Repeat verbatim what the listing holds, but not its pictures.
'''
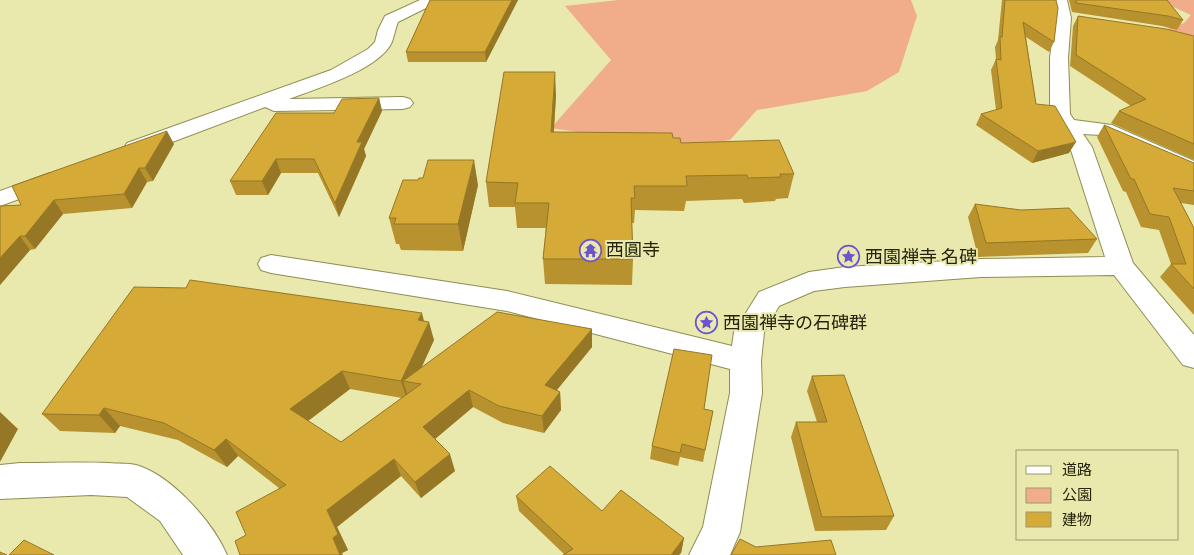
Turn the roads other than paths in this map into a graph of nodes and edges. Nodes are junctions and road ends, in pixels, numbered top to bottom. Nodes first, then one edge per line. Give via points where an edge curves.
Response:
1 (440, 0) edge
2 (1068, 13) edge
3 (403, 104) dead end
4 (250, 106) junction
5 (1067, 126) junction
6 (120, 154) edge
7 (1194, 170) edge
8 (64, 174) edge
9 (0, 199) edge
10 (271, 264) dead end
11 (1121, 266) junction
12 (1194, 356) edge
13 (745, 361) junction
14 (0, 482) edge
15 (206, 555) edge
16 (709, 555) edge

1 - 4 street via 420,5 391,19 383,43 359,63 338,74
2 - 5 street via 1059,58 1060,114
3 - 4 street
4 - 6 street
5 - 7 street via 1106,129
5 - 11 street via 1081,147
8 - 9 street
10 - 13 street via 507,301
11 - 12 street
11 - 13 street via 981,268 809,282 769,299 749,332
13 - 16 street via 746,393 721,532
14 - 15 street via 134,481 173,509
'''
# ANSWER SECTION:
Turn the roads other than paths in this map into a graph of nodes and edges. Nodes are junctions and road ends, in pixels, numbered top to bottom. Nodes first, then one edge per line. Give via points where an edge curves.
Response:
1 (440, 0) edge
2 (1068, 13) edge
3 (403, 104) dead end
4 (250, 106) junction
5 (1067, 126) junction
6 (120, 154) edge
7 (1194, 170) edge
8 (64, 174) edge
9 (0, 199) edge
10 (271, 264) dead end
11 (1121, 266) junction
12 (1194, 356) edge
13 (745, 361) junction
14 (0, 482) edge
15 (206, 555) edge
16 (709, 555) edge

1 - 4 street via 420,5 391,19 383,43 359,63 338,74
2 - 5 street via 1059,58 1060,114
3 - 4 street
4 - 6 street
5 - 7 street via 1106,129
5 - 11 street via 1081,147
8 - 9 street
10 - 13 street via 507,301
11 - 12 street
11 - 13 street via 981,268 809,282 769,299 749,332
13 - 16 street via 746,393 721,532
14 - 15 street via 134,481 173,509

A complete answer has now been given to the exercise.